ComRes Chairman Andrew Hawkins noted the criticism of polling firms, and agreed that they will "continually review how to fine tune our methods to ensure we can achieve the granularity we desire and you expect."
Hawkins did, however said there is a need to recognise a misunderstanding of what the polls are intended to deliver, and to address misconceptions of what pollsters do.
ComRes' telephone polls consistently did not indicate the Conservatives were behind Labour, Hawkins noted, and the company even published an article indicating that when you looked past the "poll of polls" the Conservatives had been leading all year.
Shakespeare addressed this notion, commenting that whilst some were suggesting the issue was offline against online polling, telephone pollster ICM's final poll had a 1% Labour lead.
"Phone polls and Online polls last night had identical average errors. This is not about offline/online but polling and voter behaviour," Shakespeare said in a tweet.
Based on the actual vote share, not seats, ComRes' final poll put the Conservatives ahead with a 35% lead, with Labour behind at 34%. As at 1000 BST, Conservatives had a 37% share of the actual vote, and Labour had 31%.
"Some commentators have been very quick to put the boot into pollsters for calling it wrong.

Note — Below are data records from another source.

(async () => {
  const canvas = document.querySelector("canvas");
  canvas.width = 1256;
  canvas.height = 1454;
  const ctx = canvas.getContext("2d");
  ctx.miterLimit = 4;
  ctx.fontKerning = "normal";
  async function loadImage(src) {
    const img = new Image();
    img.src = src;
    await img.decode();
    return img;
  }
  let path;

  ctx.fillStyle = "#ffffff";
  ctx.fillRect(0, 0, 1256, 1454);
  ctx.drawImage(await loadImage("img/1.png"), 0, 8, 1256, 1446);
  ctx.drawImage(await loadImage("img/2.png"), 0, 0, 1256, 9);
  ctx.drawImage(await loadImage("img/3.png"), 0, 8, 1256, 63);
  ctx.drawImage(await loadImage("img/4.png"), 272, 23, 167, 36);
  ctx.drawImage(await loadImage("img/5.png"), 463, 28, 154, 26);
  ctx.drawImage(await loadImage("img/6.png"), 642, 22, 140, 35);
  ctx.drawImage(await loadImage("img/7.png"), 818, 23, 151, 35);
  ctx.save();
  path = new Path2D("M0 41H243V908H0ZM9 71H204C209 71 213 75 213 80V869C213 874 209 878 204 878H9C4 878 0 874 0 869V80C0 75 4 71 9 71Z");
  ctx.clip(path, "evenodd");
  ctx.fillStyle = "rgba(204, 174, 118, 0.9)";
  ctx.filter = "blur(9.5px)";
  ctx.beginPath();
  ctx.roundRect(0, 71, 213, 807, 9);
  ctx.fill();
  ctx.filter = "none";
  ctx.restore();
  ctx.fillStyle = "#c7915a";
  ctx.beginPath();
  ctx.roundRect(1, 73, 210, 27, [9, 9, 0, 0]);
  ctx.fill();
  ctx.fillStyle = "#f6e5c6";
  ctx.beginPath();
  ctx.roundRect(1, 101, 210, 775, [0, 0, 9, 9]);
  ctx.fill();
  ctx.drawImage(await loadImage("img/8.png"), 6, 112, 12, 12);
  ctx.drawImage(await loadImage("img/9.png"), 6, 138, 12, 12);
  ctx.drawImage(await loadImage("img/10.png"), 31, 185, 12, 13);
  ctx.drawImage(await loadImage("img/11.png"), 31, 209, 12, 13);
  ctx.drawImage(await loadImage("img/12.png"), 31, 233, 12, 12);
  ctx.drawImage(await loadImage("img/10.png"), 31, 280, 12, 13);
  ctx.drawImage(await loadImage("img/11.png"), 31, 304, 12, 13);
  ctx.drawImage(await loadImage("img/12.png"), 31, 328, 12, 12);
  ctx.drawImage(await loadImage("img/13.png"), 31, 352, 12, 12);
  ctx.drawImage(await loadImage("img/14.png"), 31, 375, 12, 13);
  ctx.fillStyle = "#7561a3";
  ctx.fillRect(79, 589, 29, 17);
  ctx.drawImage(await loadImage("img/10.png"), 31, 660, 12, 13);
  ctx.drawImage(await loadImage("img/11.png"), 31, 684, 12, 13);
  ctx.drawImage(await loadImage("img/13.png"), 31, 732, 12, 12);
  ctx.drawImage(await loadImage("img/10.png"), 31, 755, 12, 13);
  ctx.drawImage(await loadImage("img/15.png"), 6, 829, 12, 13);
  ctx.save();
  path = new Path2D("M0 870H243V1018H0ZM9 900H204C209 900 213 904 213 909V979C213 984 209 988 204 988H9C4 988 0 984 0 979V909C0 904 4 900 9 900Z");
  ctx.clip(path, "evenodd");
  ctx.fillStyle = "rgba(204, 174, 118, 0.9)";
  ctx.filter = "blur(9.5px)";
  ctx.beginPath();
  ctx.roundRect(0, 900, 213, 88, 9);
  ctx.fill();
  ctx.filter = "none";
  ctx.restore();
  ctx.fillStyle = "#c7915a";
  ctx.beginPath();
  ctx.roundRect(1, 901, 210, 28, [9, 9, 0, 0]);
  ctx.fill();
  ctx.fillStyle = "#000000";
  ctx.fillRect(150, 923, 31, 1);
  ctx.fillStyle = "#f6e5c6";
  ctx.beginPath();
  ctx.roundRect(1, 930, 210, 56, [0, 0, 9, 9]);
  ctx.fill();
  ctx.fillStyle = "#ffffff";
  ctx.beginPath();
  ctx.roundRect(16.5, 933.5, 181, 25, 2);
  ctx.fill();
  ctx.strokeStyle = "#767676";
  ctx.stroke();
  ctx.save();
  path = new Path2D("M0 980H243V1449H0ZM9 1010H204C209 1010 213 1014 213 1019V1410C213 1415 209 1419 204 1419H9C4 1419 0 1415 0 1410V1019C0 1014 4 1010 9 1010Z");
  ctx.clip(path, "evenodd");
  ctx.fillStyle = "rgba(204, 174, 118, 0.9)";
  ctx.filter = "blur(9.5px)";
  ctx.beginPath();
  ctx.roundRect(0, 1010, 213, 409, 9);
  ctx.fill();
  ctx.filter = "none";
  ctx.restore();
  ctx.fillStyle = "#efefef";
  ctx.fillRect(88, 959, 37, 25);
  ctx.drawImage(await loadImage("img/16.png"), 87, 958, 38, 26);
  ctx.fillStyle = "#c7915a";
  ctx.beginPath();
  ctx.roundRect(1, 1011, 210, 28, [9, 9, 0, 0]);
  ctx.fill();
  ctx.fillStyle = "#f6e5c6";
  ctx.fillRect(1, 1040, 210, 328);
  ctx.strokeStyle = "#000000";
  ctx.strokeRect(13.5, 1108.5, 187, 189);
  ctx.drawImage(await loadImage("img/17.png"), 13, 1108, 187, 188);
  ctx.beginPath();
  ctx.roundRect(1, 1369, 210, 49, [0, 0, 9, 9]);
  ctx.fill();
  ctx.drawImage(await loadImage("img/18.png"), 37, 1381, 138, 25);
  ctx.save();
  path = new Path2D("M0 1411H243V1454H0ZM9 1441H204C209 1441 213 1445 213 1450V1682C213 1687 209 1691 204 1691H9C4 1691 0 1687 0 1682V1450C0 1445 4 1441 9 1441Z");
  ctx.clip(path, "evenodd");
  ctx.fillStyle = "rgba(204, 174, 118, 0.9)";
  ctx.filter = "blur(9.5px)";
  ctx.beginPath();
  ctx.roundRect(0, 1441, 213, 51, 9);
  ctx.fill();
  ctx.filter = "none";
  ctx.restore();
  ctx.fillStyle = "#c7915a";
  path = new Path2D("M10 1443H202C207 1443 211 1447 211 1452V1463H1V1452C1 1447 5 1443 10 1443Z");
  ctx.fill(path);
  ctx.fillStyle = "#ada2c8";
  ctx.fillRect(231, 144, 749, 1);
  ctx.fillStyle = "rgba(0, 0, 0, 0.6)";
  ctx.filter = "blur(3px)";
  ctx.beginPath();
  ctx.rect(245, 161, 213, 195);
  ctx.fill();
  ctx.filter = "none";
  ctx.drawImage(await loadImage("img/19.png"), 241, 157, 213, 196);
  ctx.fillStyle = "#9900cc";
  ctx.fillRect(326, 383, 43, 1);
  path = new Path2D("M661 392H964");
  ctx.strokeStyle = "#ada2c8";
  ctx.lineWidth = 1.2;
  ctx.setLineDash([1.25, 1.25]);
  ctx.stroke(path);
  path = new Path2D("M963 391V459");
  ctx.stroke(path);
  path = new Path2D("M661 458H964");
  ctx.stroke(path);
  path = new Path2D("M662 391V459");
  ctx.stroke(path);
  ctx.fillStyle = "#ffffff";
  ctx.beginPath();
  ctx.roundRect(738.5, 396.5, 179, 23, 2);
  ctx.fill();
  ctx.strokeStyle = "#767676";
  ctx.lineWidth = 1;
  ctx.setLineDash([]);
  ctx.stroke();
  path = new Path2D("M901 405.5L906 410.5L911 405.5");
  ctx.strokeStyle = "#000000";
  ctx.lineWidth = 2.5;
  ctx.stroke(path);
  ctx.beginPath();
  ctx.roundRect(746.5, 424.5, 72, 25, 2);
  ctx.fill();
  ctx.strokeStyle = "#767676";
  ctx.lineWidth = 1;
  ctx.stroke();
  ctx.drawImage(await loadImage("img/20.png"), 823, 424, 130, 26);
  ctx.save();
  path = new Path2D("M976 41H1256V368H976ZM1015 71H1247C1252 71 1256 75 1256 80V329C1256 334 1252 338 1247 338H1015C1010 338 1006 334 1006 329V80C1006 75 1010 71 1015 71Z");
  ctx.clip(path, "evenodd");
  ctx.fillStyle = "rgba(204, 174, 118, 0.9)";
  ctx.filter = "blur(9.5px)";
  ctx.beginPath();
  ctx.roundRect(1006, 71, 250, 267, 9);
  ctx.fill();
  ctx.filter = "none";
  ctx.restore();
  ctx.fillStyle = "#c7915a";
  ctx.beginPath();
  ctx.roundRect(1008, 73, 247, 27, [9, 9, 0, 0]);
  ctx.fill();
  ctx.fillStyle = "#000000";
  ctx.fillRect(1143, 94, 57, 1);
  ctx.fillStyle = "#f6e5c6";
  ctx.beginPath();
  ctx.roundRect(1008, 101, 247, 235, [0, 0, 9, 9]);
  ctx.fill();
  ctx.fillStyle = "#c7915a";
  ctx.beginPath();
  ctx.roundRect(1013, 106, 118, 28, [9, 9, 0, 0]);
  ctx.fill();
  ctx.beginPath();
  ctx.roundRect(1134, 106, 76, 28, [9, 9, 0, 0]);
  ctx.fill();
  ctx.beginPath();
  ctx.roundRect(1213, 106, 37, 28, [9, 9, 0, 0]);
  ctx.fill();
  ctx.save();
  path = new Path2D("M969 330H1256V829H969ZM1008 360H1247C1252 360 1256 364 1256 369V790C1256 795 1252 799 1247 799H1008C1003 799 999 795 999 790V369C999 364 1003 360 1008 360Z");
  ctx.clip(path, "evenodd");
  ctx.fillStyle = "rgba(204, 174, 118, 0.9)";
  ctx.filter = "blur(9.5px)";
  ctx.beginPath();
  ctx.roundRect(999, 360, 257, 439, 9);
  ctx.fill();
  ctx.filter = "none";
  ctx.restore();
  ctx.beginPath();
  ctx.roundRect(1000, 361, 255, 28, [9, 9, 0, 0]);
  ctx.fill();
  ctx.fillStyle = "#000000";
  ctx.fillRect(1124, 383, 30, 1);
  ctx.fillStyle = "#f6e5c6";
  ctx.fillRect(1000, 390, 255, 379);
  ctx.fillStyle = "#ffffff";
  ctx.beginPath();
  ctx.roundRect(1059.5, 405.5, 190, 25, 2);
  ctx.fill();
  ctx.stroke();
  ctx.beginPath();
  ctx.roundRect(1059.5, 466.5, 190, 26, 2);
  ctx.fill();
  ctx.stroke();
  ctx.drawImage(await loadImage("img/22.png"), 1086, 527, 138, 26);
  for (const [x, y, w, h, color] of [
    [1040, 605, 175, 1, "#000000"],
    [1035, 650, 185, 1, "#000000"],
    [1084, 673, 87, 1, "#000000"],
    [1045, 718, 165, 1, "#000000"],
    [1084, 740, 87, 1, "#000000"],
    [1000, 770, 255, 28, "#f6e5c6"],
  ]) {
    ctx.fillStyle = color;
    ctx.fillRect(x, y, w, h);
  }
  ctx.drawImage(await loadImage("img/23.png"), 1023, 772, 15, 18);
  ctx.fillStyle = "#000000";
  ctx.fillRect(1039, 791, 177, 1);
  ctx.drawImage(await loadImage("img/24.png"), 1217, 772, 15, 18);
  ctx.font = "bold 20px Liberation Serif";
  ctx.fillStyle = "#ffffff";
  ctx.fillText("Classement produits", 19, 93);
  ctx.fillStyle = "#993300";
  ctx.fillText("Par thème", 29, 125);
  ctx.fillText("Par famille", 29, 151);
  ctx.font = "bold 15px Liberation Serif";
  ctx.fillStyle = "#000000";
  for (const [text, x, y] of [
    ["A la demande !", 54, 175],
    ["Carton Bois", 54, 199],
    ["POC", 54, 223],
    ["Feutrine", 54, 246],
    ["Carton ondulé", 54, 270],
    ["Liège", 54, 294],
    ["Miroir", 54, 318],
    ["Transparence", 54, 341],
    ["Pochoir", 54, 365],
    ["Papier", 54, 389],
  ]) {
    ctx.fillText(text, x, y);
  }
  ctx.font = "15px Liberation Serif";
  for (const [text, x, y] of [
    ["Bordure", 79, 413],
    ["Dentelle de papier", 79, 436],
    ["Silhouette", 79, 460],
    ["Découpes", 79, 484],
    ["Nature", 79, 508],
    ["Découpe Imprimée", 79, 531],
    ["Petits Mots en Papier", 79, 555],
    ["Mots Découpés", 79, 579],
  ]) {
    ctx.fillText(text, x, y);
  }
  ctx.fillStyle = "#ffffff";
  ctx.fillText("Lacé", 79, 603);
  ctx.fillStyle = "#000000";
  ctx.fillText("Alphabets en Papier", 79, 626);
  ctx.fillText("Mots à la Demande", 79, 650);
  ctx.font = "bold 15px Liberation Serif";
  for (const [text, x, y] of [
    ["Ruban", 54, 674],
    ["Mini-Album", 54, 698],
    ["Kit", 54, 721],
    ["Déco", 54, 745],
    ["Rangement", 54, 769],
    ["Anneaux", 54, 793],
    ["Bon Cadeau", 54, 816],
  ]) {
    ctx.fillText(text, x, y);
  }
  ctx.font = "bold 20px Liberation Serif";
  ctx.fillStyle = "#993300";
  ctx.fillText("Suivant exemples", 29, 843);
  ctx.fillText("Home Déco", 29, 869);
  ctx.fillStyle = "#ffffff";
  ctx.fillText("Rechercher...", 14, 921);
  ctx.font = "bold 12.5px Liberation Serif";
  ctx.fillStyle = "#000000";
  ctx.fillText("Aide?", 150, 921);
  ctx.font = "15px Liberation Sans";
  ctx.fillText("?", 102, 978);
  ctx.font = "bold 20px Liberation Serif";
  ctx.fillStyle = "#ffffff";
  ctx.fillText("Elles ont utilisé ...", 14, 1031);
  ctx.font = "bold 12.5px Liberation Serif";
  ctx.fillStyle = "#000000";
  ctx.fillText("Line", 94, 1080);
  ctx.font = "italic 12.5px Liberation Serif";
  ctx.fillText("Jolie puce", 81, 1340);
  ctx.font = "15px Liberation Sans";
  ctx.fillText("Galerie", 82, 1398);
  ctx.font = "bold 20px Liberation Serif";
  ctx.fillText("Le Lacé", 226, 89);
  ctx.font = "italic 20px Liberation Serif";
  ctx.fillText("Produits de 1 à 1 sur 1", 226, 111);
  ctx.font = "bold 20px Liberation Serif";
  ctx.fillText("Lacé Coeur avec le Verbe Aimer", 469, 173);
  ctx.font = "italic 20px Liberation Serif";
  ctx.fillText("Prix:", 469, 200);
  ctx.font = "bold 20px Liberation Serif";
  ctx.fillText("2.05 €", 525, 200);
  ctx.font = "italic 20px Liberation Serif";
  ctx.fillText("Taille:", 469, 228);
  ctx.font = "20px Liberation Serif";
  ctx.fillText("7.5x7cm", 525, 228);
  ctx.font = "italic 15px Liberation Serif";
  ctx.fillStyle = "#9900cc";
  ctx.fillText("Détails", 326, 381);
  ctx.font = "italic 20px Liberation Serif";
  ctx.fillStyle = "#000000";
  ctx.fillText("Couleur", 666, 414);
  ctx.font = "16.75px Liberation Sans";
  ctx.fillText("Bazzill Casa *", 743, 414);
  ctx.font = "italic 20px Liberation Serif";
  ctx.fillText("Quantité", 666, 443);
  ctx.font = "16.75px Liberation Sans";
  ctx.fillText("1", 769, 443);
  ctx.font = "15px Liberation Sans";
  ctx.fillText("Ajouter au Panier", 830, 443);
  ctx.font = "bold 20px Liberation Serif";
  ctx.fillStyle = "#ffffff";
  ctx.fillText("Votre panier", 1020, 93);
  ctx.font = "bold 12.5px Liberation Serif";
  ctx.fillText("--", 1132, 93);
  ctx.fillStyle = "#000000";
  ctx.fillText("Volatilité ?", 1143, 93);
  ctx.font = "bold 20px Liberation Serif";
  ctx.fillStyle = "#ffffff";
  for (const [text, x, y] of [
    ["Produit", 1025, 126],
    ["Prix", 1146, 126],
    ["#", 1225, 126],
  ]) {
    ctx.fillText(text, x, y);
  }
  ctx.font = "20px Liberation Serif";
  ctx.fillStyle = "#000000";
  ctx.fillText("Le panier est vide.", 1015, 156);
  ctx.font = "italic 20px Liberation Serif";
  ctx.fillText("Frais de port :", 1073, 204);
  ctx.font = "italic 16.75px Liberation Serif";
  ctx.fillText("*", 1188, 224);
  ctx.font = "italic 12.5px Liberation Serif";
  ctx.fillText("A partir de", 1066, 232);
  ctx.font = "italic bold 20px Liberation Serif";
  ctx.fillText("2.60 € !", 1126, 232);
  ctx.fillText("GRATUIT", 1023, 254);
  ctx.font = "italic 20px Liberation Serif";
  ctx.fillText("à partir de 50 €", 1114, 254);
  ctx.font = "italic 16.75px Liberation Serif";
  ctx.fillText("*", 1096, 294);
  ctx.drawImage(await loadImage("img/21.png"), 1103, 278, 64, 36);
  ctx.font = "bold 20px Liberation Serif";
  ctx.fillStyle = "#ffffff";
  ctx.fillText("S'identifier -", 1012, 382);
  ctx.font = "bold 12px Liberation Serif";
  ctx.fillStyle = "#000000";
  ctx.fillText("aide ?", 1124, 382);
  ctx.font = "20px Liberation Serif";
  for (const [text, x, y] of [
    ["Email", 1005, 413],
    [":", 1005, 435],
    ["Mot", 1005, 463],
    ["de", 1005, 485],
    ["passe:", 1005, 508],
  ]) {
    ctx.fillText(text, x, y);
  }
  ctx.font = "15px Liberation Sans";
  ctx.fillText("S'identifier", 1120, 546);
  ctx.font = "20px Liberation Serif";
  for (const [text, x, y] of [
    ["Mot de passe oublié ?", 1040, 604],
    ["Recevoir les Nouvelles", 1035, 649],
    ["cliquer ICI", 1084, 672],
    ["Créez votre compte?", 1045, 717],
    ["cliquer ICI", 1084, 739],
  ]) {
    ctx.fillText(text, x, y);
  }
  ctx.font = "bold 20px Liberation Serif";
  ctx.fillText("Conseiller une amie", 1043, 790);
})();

The truth is that pollsters, when they stick to their knitting, measure vote share," Hawkins said.
"We do indeed, together with academics and the media, need to look at how that vote share translates into House of Commons seats ? that is certainly true. But there is no need to throw the baby out with the bathwater. Most of the polls from most of the pollsters were within the margin of error. How they are interpreted and reported needs to be a matter of collective consideration," Hawkins said.
Shares in YouGov are trading down 0.1% at 121.39 pence Friday morning.